Вот какой хитроумный вопрос я ему ввернул. И, не разгадав моей хитрости, он дал мне нужный ответ:

– Почему трудно? Туда от нас прямой поезд есть каждое утро.

– О, тогда тем более нельзя простить такое невнимание.

– Виноват, Алексей Матвеич! Кругом виноват!

– То-то. А виноватых бьют, как у вас говорится, или вдобавок шилом в мешке протыкают.

Он засмеялся и подсказал:

– На чистую воду выводят, Алексей Матвеич.

– Ах, так? А потом в ней топят? Или сперва под ногти что-то вгоняют?

– К ногтю. Есть такое выражение. Оно знакомо тем, кто окопной жизни хватил.

– А-а, понимаю. Так, так. Вот я раскопаю тут все ваши военные приготовления и потом всех вас за это

– к ногтю.

– Приветствуем, Алексей Матвеич! Приветствуем!

– Знаем, как вы приветствуете. За вами глаз и глаз нужен все время.

44

Так мы поговорили немного за столом, а потом стали укладываться спать. Мне они постелили на полу у

задней стены, положив на разостланные газеты снятый с кровати матрац, а кровать отодвинули поближе к

двери. Кровать у них была старая, железная, узкая, накрытая досками и чем-то мягким, заменившим снятый для

меня матрац. Непонятно, как они укладывались в ней вдвоем. Однако они без труда в нее улеглись,

заслонившись от меня тем устройством из ящиков, которое служило столом. Улеглись и затихли.

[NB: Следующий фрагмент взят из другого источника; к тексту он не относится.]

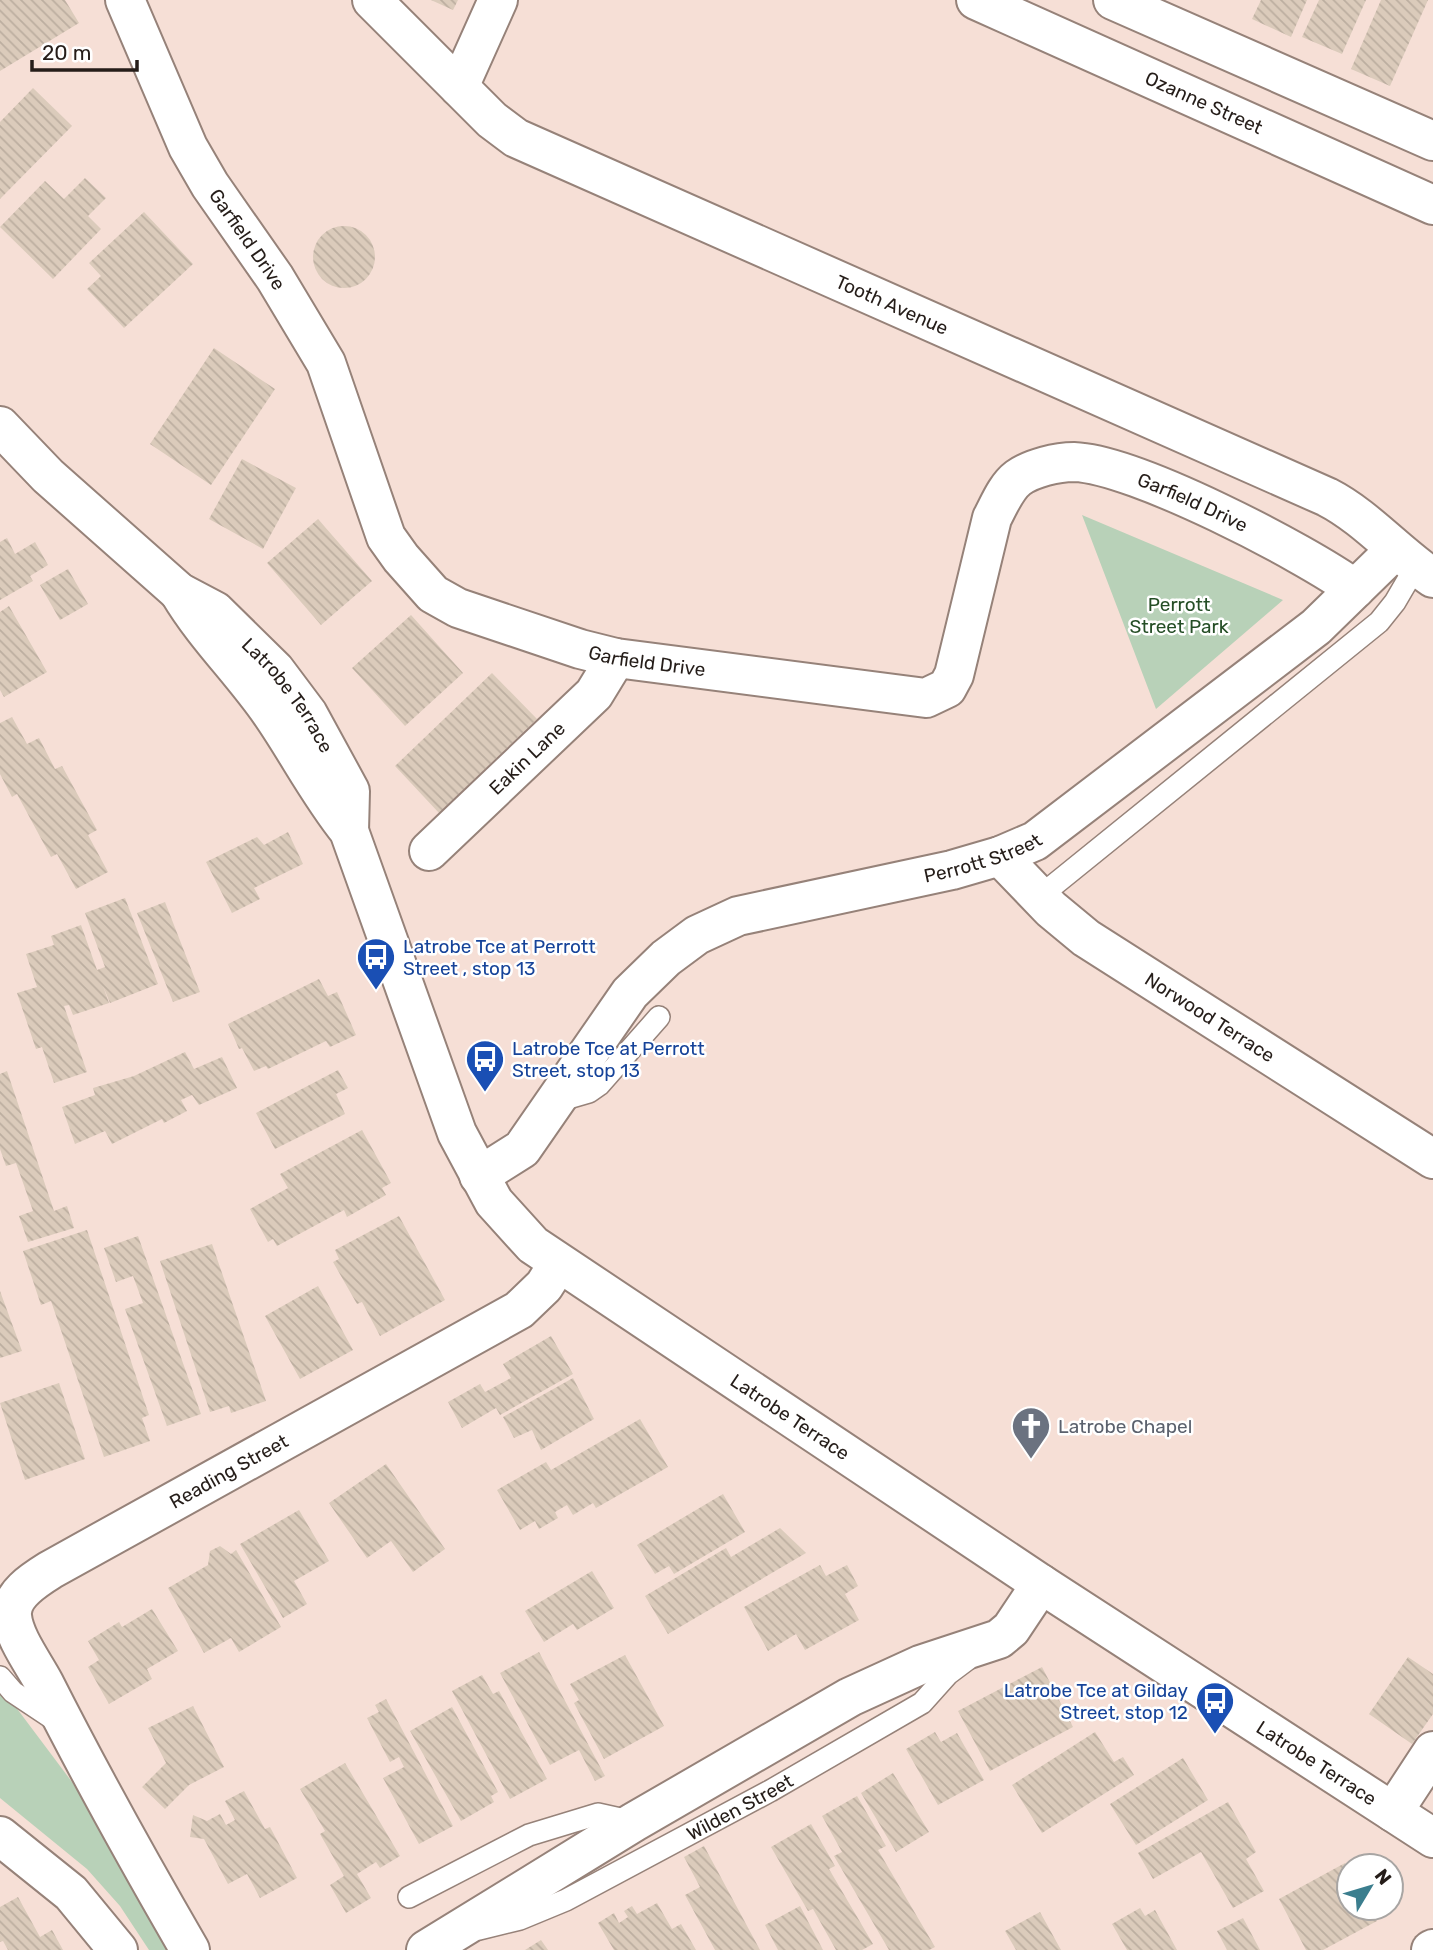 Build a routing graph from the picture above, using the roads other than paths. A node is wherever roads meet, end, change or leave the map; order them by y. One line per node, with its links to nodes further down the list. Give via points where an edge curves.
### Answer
1 (125, 0): 12 (street, Garfield Drive, via 188,147 326,363 386,537 433,594 450,603)
2 (372, 0): 6 (street, Tooth Avenue)
3 (498, 0): 6 (street)
4 (976, 0): 8 (street, Ozanne Street)
5 (1113, 0): 7 (street)
6 (459, 87): 10 (street, Tooth Avenue, via 492,120 545,153 1326,497 1350,510)
7 (1433, 141)
8 (1433, 205)
9 (0, 426): 19 (street, Latrobe Terrace, via 48,476 179,592 199,626 272,715 349,831 457,1133)
10 (1415, 565): 11 (street, Perrott Street); 15 (lane, via 1395,603 1378,622)
11 (1355, 589): 12 (street, Garfield Drive, via 1320,564 1190,501 1110,467 1074,462 1045,466 1018,478 1004,496 992,518 954,675 937,695 926,698); 14 (street, Perrott Street, via 1315,627 1058,826)
12 (616, 658): 13 (street, Eakin Lane, via 594,694)
13 (429, 851)
14 (1000, 856): 15 (street, Norwood Terrace); 17 (street, Perrott Street, via 738,916 697,935 630,993)
15 (1039, 897): 18 (street, Norwood Terrace, via 1086,938)
16 (659, 1017): 17 (lane, via 599,1085)
17 (555, 1102): 19 (street, Perrott Street, via 522,1149)
18 (1433, 1159)
19 (479, 1176): 20 (street, Latrobe Terrace, via 503,1214)
20 (558, 1264): 21 (street, Latrobe Terrace); 24 (street, Reading Street, via 544,1286 519,1310 52,1569 25,1589 13,1606 12,1619)
21 (1041, 1584): 22 (street, Wilden Street); 26 (street, Latrobe Terrace)
22 (999, 1639): 27 (street, Wilden Street, via 866,1689); 31 (lane, Wilden Street, via 954,1669 922,1703 770,1791 559,1903)
23 (0, 1676): 24 (lane, Reading Street, via 13,1692)
24 (67, 1730): 33 (street, Reading Street)
25 (1433, 1751): 26 (street)
26 (1393, 1812): 29 (street, Latrobe Terrace)
27 (634, 1822): 30 (lane, via 598,1814 529,1835); 31 (street, Wilden Street)
28 (0, 1836): 32 (street, via 71,1894)
29 (1433, 1838)
30 (409, 1897)
31 (442, 1942)
32 (118, 1950)
33 (190, 1950) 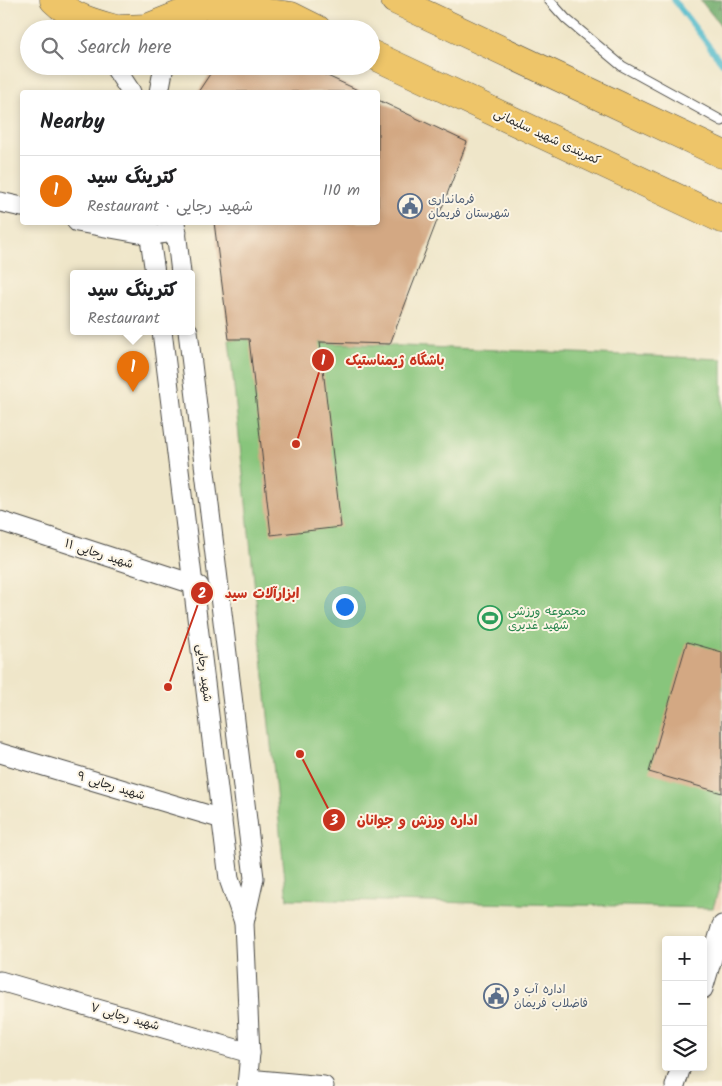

Я тоже лежал тихо, но заснуть не мог. Чернобровая русская женщина опять стояла у меня перед глазами

– моя женщина! Где-то в их южных краях она успела появиться. Пока меня несло сюда по их земле и воде, она

успела меня обогнать. И вот она уже на Кавказе, среди высоких гор и красивых растений, под горячим южным

солнцем. Она прогуливается там по берегу синего моря и купается в его теплых волнах. И когда она,

освеженная, выходит на берег, загорелая кожа ее блестит и золотится под лучами солнца. При этом ее темно-

карие глаза в раздумье устремляются вдаль, словно выискивая кого-то. Кого они там выискивают? Чего ей

недостает? Меня они там выискивают, ибо недостает ей меня.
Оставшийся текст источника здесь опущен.